- **Data extracts**:
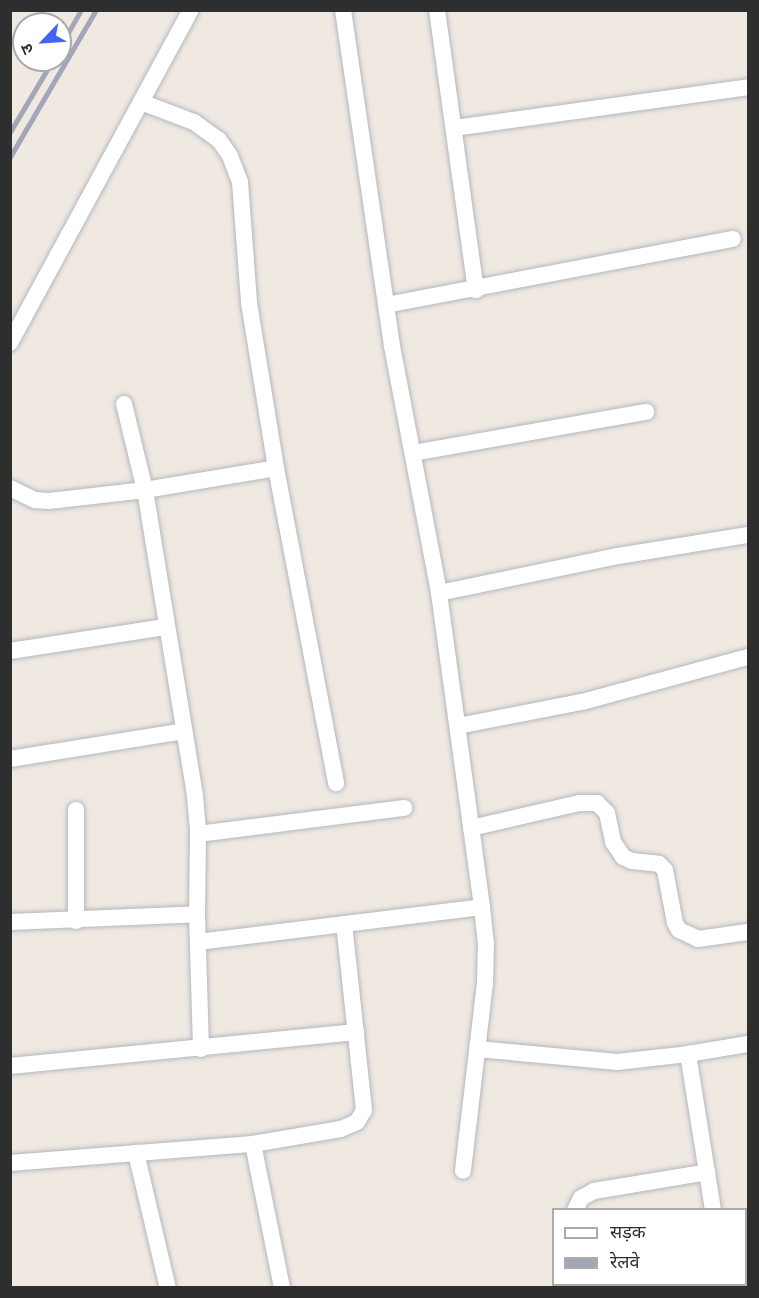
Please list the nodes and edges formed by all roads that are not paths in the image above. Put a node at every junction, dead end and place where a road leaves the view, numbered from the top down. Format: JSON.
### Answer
{"nodes":[{"id":1,"x":191,"y":10,"type":"edge"},
{"id":2,"x":343,"y":10,"type":"edge"},
{"id":3,"x":437,"y":10,"type":"edge"},
{"id":4,"x":748,"y":87,"type":"edge"},
{"id":5,"x":141,"y":102,"type":"junction"},
{"id":6,"x":454,"y":128,"type":"junction"},
{"id":7,"x":734,"y":239,"type":"dead end"},
{"id":8,"x":476,"y":290,"type":"junction"},
{"id":9,"x":386,"y":305,"type":"junction"},
{"id":10,"x":10,"y":344,"type":"edge"},
{"id":11,"x":124,"y":404,"type":"dead end"},
{"id":12,"x":646,"y":412,"type":"dead end"},
{"id":13,"x":413,"y":453,"type":"junction"},
{"id":14,"x":276,"y":468,"type":"junction"},
{"id":15,"x":10,"y":488,"type":"edge"},
{"id":16,"x":145,"y":490,"type":"junction"},
{"id":17,"x":748,"y":535,"type":"edge"},
{"id":18,"x":439,"y":593,"type":"junction"},
{"id":19,"x":165,"y":627,"type":"junction"},
{"id":20,"x":10,"y":651,"type":"edge"},
{"id":21,"x":748,"y":657,"type":"edge"},
{"id":22,"x":458,"y":726,"type":"junction"},
{"id":23,"x":184,"y":731,"type":"junction"},
{"id":24,"x":10,"y":759,"type":"edge"},
{"id":25,"x":336,"y":783,"type":"dead end"},
{"id":26,"x":404,"y":808,"type":"dead end"},
{"id":27,"x":75,"y":810,"type":"dead end"},
{"id":28,"x":471,"y":828,"type":"junction"},
{"id":29,"x":198,"y":834,"type":"junction"},
{"id":30,"x":482,"y":907,"type":"junction"},
{"id":31,"x":196,"y":914,"type":"junction"},
{"id":32,"x":76,"y":921,"type":"junction"},
{"id":33,"x":10,"y":922,"type":"edge"},
{"id":34,"x":344,"y":924,"type":"junction"},
{"id":35,"x":748,"y":932,"type":"edge"},
{"id":36,"x":198,"y":942,"type":"junction"},
{"id":37,"x":356,"y":1032,"type":"junction"},
{"id":38,"x":748,"y":1044,"type":"edge"},
{"id":39,"x":201,"y":1049,"type":"junction"},
{"id":40,"x":477,"y":1049,"type":"junction"},
{"id":41,"x":688,"y":1054,"type":"junction"},
{"id":42,"x":10,"y":1066,"type":"edge"},
{"id":43,"x":253,"y":1144,"type":"junction"},
{"id":44,"x":136,"y":1153,"type":"junction"},
{"id":45,"x":10,"y":1163,"type":"edge"},
{"id":46,"x":463,"y":1171,"type":"dead end"},
{"id":47,"x":707,"y":1173,"type":"junction"},
{"id":48,"x":576,"y":1208,"type":"edge"},
{"id":49,"x":713,"y":1208,"type":"edge"},
{"id":50,"x":168,"y":1287,"type":"edge"},
{"id":51,"x":282,"y":1287,"type":"edge"}],
"edges":[{"from":1,"to":5,"type":"street"},
{"from":2,"to":9,"type":"street"},
{"from":3,"to":6,"type":"street"},
{"from":4,"to":6,"type":"street"},
{"from":5,"to":10,"type":"street"},
{"from":5,"to":14,"type":"street"},
{"from":6,"to":8,"type":"street"},
{"from":7,"to":8,"type":"street"},
{"from":8,"to":9,"type":"street"},
{"from":9,"to":13,"type":"street"},
{"from":11,"to":16,"type":"street"},
{"from":12,"to":13,"type":"street"},
{"from":13,"to":18,"type":"street"},
{"from":14,"to":16,"type":"street"},
{"from":14,"to":25,"type":"street"},
{"from":15,"to":16,"type":"street"},
{"from":16,"to":19,"type":"street"},
{"from":17,"to":18,"type":"street"},
{"from":18,"to":22,"type":"street"},
{"from":19,"to":20,"type":"street"},
{"from":19,"to":23,"type":"street"},
{"from":21,"to":22,"type":"street"},
{"from":22,"to":28,"type":"street"},
{"from":23,"to":24,"type":"street"},
{"from":23,"to":29,"type":"street"},
{"from":26,"to":29,"type":"street"},
{"from":27,"to":32,"type":"street"},
{"from":28,"to":30,"type":"street"},
{"from":28,"to":35,"type":"street"},
{"from":29,"to":31,"type":"street"},
{"from":30,"to":34,"type":"street"},
{"from":30,"to":40,"type":"street"},
{"from":31,"to":32,"type":"street"},
{"from":31,"to":36,"type":"street"},
{"from":32,"to":33,"type":"street"},
{"from":34,"to":36,"type":"street"},
{"from":34,"to":37,"type":"street"},
{"from":36,"to":39,"type":"street"},
{"from":37,"to":39,"type":"street"},
{"from":37,"to":43,"type":"street"},
{"from":38,"to":41,"type":"street"},
{"from":39,"to":42,"type":"street"},
{"from":40,"to":41,"type":"street"},
{"from":40,"to":46,"type":"street"},
{"from":41,"to":47,"type":"street"},
{"from":43,"to":44,"type":"street"},
{"from":43,"to":51,"type":"street"},
{"from":44,"to":45,"type":"street"},
{"from":44,"to":50,"type":"street"},
{"from":47,"to":48,"type":"street"},
{"from":47,"to":49,"type":"street"}]}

- **Assigned task**:
Read through the lines above and collect those that contain the string "nodes".

- **Solution for this task**:
Please list the nodes and edges formed by all roads that are not paths in the image above. Put a node at every junction, dead end and place where a road leaves the view, numbered from the top down. Format: JSON.
{"nodes":[{"id":1,"x":191,"y":10,"type":"edge"},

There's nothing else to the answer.